Idiopathic strictures, i.e. strictures of unclear etiology, are more common in the bulbous region. According to statistics, their frequency reaches 11-15% when an adult man has no history of trauma, urethritis, catheterization, etc.
Pathogenesis of urethral stricture in men
Injuries to the membranous urethra in pelvic bone fractures
Pelvic bone fractures, ruptures of the muscles of the urogenital and pelvic diaphragms usually cause a complete rupture of the urethra, i.e. a rupture through all layers along the entire circumference with a divergence of the ends of the urethra by a smaller (0.5 cm) or greater (1-3 cm) distance. The hematoma in the area of injury to the urethra is absorbed and replaced by fibrosis. The scar area always has clear boundaries with normal tissues. The more severe the injury, the longer it will take for the hematomas to be resorbed and collagen scar fields to form. Therefore, the terms of restorative surgery after mild and moderate pelvic bone injuries with their favorable rehabilitation and uncomplicated course of injury to the urethra, timely and complete bladder diversion of urine can be 2.5-3 months. Severe bone injuries and/or complications from the urinary system (pelvic urinary infection, pelvic or paraurethral abscesses with opening) shift the recovery period of the urethra to 4-6 months after the injury.
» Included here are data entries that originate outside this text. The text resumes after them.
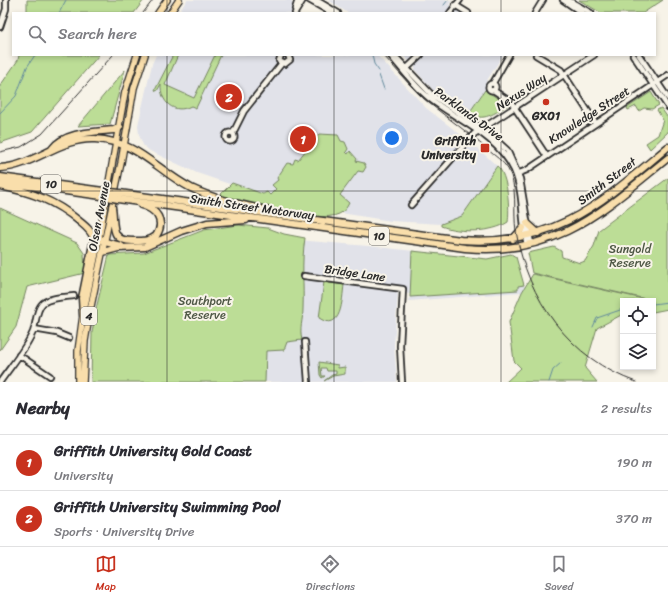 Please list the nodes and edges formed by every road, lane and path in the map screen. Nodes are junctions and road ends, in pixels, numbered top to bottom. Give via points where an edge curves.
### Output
1 (6, 0) edge
2 (167, 0) edge
3 (179, 0) edge
4 (298, 0) edge
5 (303, 0) edge
6 (309, 0) edge
7 (316, 0) edge
8 (460, 0) edge
9 (544, 0) edge
10 (563, 0) edge
11 (568, 0) edge
12 (456, 2) edge
13 (159, 12) edge
14 (171, 12) edge
15 (295, 12) edge
16 (296, 12) edge
17 (330, 12) edge
18 (336, 12) edge
19 (451, 12) edge
20 (467, 12) edge
21 (536, 12) edge
22 (581, 12) edge
23 (589, 12) edge
24 (0, 28) edge
25 (137, 56) edge
26 (145, 56) edge
27 (280, 56) edge
28 (289, 56) edge
29 (391, 56) edge
30 (395, 56) edge
31 (420, 56) edge
32 (508, 56) edge
33 (538, 56) edge
34 (592, 56) edge
35 (634, 56) edge
36 (640, 56) edge
37 (282, 63) junction
38 (405, 70) junction
39 (564, 75) junction
40 (668, 75) edge
41 (656, 83) junction
42 (668, 98) edge
43 (668, 107) edge
44 (515, 108) junction
45 (595, 122) junction
46 (120, 127) junction
47 (480, 130) junction
48 (233, 133) dead end
49 (117, 143) junction
50 (124, 145) junction
51 (668, 147) edge
52 (51, 150) junction
53 (546, 155) junction
54 (668, 158) edge
55 (0, 168) edge
56 (516, 171) junction
57 (0, 177) edge
58 (0, 182) edge
59 (0, 186) edge
60 (102, 194) junction
61 (118, 196) junction
62 (411, 205) dead end
63 (112, 207) junction
64 (287, 216) junction
65 (258, 219) junction
66 (525, 225) junction
67 (538, 233) junction
68 (527, 236) junction
69 (99, 238) junction
70 (513, 239) junction
71 (461, 240) joint
72 (105, 242) junction
73 (529, 245) junction
74 (126, 248) junction
75 (500, 249) joint
76 (103, 252) junction
77 (304, 276) dead end
78 (74, 296) dead end
79 (83, 315) junction
80 (34, 328) junction
81 (69, 338) dead end
82 (305, 342) dead end
83 (19, 355) junction
84 (50, 376) dead end
85 (0, 382) edge
86 (78, 382) edge
87 (83, 382) edge
88 (308, 382) edge
89 (402, 382) edge

1 - 24 street
2 - 13 main road
3 - 14 main road
4 - 15 street
5 - 16 street
6 - 17 street
7 - 18 street
8 - 12 street
9 - 21 street
10 - 22 street
11 - 23 street
12 - 19 street
12 - 20 street
25 - 46 main road, Olsen Avenue / 4 via 125,92
26 - 50 main road, Olsen Avenue / 4 via 134,88
27 - 37 street via 279,59
28 - 37 street via 289,62
29 - 38 street, Parklands Drive
30 - 38 street, Parklands Drive
31 - 38 street
32 - 44 street via 489,87 510,101
33 - 39 street
34 - 39 street, Nexus Way
35 - 41 street
36 - 41 street
37 - 48 street via 244,111
38 - 47 street, Parklands Drive via 432,95
39 - 44 street, Nexus Way
39 - 45 street
40 - 41 street, Knowledge Street
41 - 42 street
41 - 43 street
41 - 45 street, Knowledge Street
44 - 47 street, Nexus Way
44 - 53 street
45 - 53 street, Knowledge Street
46 - 49 main road, Olsen Avenue / 4
46 - 52 highway via 70,137 57,142
47 - 56 street, Parklands Drive via 496,145
47 - 62 street, Nexus Way
49 - 50 highway
49 - 52 highway via 85,139
49 - 69 main road, Olsen Avenue / 4
50 - 63 main road, Olsen Avenue / 4
50 - 64 highway via 137,150 169,176 194,189 221,199
51 - 67 highway, Smith Street / 10 via 595,206 568,222
52 - 55 highway via 31,161
53 - 56 street, Knowledge Street
54 - 73 highway, Smith Street / 10 via 583,224
56 - 66 street, Parklands Drive
57 - 60 highway, Smith Street Motorway / 10
58 - 60 highway, Smith Street Motorway / 10
59 - 79 highway via 30,192 49,200 68,212 92,233 94,239 82,298
60 - 61 highway, Smith Street Motorway / 10, bridge
61 - 63 highway via 123,202 154,210 160,221 158,233 144,241 126,241 119,238 114,230
61 - 64 highway, Smith Street Motorway / 10
61 - 65 highway, Smith Street Motorway / 10
63 - 72 main road, Olsen Avenue / 4
64 - 71 highway, Smith Street Motorway / 10
65 - 74 highway via 207,223 180,231 145,247
65 - 75 highway, Smith Street Motorway / 10 via 465,248
66 - 67 highway
66 - 68 street, Parklands Drive
66 - 70 highway
67 - 68 highway, Smith Street / 10
68 - 70 highway, Smith Street / 10
68 - 73 street, Parklands Drive
69 - 72 highway
69 - 79 main road, Olsen Avenue / 4
70 - 71 highway, Smith Street / 10
72 - 74 highway
72 - 76 main road, Olsen Avenue / 4
73 - 75 highway, Smith Street / 10
74 - 76 highway
76 - 87 main road, Olsen Avenue / 4 via 87,327
77 - 89 street, Bridge Lane via 403,289 400,346
78 - 80 street via 45,302
79 - 86 main road, Olsen Avenue / 4
80 - 81 street
80 - 83 street
82 - 88 street
83 - 84 street
83 - 85 street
Injuries to the bulbous urethra due to blunt trauma to the perineum
The injury may affect only the spongy body without damaging the mucosa or be penetrating, i.e. with a rupture of the mucosa. The injury may be with a complete interruption of the urethra (the divergence of the ends is usually insignificant: 0.5-1 cm) or partial, when part of the urinary tract remains. In any case, a periurethral hematoma is formed either in the form of tissue impregnation with blood or in the form of a blood cavity. Resorption of hematomas will occur mainly within 2, maximum 3 weeks. By 6-8 weeks, a dense scar of the urethra and periurethral tissues will be formed. Restoration of the urethra is possible and advisable 6-8 weeks after the injury. In the presence of infection in the area of the injury and drainage of the inflammatory focus, the period of restoration of the urethra is shifted to the end of the 3rd month after the injury.
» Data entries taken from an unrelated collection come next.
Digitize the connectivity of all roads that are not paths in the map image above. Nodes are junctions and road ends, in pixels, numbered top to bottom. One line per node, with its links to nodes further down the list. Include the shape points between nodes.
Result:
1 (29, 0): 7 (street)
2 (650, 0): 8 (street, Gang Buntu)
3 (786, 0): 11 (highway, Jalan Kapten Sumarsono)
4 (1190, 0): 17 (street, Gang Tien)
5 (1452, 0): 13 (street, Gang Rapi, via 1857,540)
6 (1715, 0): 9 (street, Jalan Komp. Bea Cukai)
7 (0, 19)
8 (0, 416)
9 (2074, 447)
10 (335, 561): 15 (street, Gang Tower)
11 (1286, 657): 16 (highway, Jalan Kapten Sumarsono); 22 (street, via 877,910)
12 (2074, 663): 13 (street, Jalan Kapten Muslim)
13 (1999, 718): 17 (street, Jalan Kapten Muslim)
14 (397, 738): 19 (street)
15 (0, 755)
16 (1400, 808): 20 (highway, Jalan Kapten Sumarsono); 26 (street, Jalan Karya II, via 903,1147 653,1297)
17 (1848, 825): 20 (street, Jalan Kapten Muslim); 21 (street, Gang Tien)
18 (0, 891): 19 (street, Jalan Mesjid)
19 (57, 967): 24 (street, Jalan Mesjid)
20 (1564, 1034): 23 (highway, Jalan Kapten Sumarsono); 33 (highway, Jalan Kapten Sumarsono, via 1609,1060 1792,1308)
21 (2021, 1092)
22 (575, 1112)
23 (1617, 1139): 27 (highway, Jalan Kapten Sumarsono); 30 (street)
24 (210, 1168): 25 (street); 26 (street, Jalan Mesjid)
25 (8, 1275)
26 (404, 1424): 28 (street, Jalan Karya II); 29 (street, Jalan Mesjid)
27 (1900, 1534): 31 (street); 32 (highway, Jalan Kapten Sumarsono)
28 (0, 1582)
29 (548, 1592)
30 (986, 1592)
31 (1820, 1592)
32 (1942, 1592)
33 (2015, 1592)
The distinctive features of inflammatory strictures of the spongy part of the urethra are:
- as a rule, a hidden beginning of development;
- slow gradual progression over months and years
- lack of clear boundaries of the lesion of spongy tissue;
- progression of inflammation and spongiofibrosis after surgical treatment of inflammatory strictures of the urethra;
- periurethral fibrosis with damage to the muscles and tissue of the perineum;
- inflammatory lesion of the skin of the perineum, scrotum, penis in some cases.
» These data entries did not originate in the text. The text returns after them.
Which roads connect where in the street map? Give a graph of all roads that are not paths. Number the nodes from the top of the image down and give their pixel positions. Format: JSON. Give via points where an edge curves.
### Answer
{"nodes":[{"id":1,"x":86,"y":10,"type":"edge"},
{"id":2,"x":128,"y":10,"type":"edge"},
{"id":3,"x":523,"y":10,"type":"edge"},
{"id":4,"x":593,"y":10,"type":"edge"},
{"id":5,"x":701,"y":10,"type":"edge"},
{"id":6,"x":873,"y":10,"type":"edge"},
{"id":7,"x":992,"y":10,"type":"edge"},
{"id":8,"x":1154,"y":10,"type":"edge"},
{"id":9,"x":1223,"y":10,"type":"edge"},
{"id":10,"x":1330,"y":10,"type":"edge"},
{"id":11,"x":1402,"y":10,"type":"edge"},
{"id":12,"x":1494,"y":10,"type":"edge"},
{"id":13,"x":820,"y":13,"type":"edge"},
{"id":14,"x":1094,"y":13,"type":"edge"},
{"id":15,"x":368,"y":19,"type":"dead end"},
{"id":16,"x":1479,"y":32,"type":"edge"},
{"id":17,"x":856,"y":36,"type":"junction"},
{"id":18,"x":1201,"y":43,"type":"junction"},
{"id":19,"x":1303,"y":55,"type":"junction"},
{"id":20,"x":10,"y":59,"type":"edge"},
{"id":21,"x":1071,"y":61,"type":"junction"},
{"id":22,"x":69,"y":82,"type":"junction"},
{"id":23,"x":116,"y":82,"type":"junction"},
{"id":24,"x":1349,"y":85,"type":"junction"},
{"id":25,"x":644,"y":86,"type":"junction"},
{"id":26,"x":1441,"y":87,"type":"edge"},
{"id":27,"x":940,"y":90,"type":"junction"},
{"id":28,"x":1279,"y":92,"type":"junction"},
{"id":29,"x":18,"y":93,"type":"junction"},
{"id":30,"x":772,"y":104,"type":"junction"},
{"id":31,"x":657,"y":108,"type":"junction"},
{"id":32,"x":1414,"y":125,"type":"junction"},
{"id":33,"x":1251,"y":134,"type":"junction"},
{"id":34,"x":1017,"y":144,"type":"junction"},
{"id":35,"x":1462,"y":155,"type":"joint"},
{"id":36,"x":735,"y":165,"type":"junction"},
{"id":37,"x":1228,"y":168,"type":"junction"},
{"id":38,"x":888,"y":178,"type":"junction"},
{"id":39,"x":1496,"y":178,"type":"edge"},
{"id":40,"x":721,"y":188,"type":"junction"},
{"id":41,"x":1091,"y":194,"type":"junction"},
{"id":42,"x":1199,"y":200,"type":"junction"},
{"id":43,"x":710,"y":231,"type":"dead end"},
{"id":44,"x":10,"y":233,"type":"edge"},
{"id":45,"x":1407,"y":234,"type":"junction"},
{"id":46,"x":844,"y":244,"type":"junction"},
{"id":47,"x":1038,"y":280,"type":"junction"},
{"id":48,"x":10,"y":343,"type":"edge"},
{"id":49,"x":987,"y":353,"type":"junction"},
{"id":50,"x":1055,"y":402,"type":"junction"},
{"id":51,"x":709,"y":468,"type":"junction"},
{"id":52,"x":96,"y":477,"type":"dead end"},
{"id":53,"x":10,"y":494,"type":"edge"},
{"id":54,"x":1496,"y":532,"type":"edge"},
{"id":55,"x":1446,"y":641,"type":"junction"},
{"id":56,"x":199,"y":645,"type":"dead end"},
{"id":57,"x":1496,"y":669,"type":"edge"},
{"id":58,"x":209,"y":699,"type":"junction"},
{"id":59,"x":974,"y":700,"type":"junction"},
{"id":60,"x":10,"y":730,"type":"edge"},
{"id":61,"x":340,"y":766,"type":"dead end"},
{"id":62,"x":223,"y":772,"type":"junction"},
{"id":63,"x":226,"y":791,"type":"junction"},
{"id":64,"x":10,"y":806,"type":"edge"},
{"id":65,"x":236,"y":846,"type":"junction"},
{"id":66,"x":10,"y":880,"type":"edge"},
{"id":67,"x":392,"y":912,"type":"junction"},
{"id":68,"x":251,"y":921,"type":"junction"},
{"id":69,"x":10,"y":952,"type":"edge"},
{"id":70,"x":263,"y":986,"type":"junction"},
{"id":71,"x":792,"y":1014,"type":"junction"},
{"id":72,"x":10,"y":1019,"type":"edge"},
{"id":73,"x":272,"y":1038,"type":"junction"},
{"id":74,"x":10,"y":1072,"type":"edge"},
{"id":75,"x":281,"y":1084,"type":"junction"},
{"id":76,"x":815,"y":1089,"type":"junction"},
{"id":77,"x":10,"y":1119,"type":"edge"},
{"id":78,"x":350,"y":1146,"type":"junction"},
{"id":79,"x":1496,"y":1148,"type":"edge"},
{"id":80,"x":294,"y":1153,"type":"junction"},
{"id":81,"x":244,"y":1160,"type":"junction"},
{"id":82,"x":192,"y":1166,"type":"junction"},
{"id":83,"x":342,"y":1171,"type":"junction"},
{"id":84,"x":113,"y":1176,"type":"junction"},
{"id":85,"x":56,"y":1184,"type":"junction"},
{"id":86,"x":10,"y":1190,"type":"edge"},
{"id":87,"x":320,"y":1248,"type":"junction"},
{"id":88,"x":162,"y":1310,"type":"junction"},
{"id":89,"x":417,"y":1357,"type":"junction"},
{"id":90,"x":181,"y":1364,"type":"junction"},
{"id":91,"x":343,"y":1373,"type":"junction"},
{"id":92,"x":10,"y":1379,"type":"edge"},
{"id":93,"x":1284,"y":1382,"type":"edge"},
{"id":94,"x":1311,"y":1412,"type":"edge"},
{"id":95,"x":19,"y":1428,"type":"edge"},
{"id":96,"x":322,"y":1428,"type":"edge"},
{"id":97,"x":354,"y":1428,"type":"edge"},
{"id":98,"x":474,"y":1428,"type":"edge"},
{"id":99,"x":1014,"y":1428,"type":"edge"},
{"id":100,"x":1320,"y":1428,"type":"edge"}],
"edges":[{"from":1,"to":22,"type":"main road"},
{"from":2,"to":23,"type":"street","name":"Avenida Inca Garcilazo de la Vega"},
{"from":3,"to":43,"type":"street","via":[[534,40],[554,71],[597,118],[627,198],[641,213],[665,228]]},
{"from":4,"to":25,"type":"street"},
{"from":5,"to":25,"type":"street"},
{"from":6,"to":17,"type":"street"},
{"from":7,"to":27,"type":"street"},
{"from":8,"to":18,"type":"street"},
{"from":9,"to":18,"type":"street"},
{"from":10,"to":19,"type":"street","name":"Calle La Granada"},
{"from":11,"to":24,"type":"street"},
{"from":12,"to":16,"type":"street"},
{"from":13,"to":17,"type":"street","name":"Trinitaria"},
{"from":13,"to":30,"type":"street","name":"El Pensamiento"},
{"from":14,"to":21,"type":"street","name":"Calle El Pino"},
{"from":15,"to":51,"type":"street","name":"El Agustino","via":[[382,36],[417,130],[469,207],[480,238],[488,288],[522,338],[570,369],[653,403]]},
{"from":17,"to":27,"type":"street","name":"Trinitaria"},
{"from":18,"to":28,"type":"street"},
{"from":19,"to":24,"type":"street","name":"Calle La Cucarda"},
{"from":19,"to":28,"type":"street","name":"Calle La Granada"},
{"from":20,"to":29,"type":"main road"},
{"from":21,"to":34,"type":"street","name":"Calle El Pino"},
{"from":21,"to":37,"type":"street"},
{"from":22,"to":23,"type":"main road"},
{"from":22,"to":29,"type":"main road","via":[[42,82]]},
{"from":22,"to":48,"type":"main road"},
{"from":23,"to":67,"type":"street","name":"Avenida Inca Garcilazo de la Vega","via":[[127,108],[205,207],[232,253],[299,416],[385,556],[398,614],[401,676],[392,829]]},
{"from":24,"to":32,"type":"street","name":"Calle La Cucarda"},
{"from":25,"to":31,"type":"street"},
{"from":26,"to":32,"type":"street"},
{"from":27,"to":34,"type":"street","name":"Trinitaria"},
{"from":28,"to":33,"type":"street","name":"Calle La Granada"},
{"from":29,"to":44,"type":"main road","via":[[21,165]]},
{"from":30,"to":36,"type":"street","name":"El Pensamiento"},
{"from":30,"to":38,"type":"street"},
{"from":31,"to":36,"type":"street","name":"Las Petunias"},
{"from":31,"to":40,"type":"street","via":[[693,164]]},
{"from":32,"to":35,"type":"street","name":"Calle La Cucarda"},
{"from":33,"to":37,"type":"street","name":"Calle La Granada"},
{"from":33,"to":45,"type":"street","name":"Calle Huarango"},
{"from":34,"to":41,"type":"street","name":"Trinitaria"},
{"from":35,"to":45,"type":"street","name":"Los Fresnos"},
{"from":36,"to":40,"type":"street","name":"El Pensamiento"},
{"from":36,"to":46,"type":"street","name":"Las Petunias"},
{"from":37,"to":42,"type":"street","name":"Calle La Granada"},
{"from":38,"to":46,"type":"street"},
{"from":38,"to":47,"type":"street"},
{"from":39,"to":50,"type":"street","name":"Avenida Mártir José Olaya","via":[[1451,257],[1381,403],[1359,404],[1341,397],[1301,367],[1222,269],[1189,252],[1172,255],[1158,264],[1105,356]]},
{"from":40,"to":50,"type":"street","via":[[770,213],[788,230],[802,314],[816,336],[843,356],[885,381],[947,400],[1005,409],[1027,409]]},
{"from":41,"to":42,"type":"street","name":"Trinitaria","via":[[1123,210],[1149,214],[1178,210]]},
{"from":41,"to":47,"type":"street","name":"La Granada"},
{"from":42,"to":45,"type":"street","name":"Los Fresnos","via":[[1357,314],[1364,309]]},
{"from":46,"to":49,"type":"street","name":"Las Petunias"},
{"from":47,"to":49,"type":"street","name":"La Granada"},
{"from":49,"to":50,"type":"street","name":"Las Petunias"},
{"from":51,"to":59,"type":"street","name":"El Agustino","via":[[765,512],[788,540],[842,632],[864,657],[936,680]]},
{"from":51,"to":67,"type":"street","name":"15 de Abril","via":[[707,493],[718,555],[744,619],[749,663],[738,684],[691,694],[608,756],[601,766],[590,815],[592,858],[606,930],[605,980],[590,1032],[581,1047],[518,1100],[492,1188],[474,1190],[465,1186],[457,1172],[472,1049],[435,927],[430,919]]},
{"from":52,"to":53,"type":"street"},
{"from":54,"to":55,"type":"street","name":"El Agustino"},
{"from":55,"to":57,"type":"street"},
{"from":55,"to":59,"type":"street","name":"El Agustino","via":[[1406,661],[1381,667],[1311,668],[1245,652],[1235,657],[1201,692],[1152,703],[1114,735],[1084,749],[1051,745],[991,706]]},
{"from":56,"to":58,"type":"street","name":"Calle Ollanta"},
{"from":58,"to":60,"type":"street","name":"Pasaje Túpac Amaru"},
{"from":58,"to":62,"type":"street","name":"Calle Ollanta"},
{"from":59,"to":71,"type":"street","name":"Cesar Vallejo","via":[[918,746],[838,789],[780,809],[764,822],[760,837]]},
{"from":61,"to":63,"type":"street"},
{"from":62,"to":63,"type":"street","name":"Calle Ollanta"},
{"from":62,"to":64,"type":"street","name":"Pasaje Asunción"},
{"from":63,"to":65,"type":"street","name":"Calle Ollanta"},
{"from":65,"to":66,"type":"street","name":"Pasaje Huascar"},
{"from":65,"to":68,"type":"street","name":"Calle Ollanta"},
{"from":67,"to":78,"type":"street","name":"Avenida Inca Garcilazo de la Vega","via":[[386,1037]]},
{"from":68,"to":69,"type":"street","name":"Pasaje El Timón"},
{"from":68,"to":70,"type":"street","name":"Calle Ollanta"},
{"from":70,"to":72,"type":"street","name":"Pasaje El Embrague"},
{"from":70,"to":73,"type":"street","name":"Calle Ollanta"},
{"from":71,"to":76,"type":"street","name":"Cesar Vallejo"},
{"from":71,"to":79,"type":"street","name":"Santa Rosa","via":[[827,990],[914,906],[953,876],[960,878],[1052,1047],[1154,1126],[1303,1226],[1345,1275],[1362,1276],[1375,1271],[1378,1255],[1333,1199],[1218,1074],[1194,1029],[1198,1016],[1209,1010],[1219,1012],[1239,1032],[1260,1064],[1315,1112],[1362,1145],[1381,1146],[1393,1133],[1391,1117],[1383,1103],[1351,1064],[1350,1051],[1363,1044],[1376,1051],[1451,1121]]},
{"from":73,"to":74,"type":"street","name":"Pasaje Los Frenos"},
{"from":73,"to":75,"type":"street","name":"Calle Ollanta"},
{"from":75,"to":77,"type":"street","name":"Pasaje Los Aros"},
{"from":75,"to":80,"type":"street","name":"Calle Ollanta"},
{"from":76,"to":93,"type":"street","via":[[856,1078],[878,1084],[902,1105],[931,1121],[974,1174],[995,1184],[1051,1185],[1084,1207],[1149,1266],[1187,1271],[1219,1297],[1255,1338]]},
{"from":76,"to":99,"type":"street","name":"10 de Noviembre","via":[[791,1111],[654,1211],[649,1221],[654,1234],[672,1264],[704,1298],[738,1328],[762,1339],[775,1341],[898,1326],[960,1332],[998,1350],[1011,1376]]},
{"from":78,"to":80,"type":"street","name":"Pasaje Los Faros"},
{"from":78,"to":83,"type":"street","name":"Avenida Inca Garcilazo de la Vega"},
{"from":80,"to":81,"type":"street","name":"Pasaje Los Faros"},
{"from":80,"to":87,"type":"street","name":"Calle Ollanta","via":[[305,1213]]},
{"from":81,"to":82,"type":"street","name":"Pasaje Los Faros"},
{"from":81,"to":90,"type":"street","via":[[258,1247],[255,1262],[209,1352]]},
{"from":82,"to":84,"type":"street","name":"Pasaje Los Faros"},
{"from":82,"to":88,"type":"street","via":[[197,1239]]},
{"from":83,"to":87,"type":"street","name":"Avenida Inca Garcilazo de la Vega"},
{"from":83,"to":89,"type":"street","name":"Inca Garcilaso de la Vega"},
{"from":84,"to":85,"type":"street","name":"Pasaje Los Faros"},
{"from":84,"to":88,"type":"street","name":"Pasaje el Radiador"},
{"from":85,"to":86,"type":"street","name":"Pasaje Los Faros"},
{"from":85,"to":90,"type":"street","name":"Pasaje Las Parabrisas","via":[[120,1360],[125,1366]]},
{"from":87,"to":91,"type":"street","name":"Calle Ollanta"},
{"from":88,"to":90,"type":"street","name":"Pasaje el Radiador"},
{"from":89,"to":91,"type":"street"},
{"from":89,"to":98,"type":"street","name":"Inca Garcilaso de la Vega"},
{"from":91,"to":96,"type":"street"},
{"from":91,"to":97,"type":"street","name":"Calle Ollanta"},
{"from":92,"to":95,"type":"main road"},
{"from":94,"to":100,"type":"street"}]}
The role of urinary infiltration in the development of inflammatory strictures is exaggerated. Of course, after desquamation of the epithelium, the subepithelial connective tissue comes into contact with urine during urination, but it is not the urine itself that is harmful, but the bacterial factor, which is capable of causing tissue destruction with subsequent fibrosis even without urine. It is the structural feature of the spongy body (the "bundle" of venous trunks) that contributes to the progression of inflammation throughout the body and the absence of clear boundaries of the lesion.